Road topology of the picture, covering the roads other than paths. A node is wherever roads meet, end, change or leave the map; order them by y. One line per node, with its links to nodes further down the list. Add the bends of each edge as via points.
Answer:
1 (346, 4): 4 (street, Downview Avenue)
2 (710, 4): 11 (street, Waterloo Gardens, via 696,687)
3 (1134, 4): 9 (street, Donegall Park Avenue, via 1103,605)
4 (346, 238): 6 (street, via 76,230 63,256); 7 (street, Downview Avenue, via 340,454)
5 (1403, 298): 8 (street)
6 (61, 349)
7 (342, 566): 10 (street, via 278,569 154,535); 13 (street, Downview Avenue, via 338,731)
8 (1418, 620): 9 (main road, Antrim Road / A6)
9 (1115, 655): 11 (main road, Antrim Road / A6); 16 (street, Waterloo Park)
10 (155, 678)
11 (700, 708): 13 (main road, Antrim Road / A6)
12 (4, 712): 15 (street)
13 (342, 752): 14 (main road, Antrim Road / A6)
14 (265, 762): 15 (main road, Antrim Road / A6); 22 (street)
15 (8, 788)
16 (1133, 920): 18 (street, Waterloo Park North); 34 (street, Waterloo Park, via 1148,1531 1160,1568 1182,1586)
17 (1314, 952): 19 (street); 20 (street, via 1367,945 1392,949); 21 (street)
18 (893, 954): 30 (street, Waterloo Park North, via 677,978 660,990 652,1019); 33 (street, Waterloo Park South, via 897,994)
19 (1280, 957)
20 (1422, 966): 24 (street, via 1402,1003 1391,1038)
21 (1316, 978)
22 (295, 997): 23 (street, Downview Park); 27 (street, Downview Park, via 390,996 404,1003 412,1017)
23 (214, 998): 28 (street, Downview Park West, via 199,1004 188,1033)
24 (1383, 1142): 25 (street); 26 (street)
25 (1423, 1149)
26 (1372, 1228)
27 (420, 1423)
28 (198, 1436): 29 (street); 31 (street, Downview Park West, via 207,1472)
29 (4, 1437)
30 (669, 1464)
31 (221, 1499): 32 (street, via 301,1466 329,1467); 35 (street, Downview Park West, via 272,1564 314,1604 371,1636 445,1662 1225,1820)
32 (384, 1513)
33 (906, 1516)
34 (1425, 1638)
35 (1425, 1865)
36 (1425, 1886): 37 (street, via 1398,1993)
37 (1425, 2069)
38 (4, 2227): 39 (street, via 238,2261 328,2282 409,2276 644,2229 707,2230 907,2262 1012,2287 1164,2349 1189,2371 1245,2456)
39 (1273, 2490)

━━━━━━━━━━━━━━━━━━━━

Every line above in which the word "Antrim" is present must be copied into the answer.

Reply ::
8 (1418, 620): 9 (main road, Antrim Road / A6)
9 (1115, 655): 11 (main road, Antrim Road / A6); 16 (street, Waterloo Park)
11 (700, 708): 13 (main road, Antrim Road / A6)
13 (342, 752): 14 (main road, Antrim Road / A6)
14 (265, 762): 15 (main road, Antrim Road / A6); 22 (street)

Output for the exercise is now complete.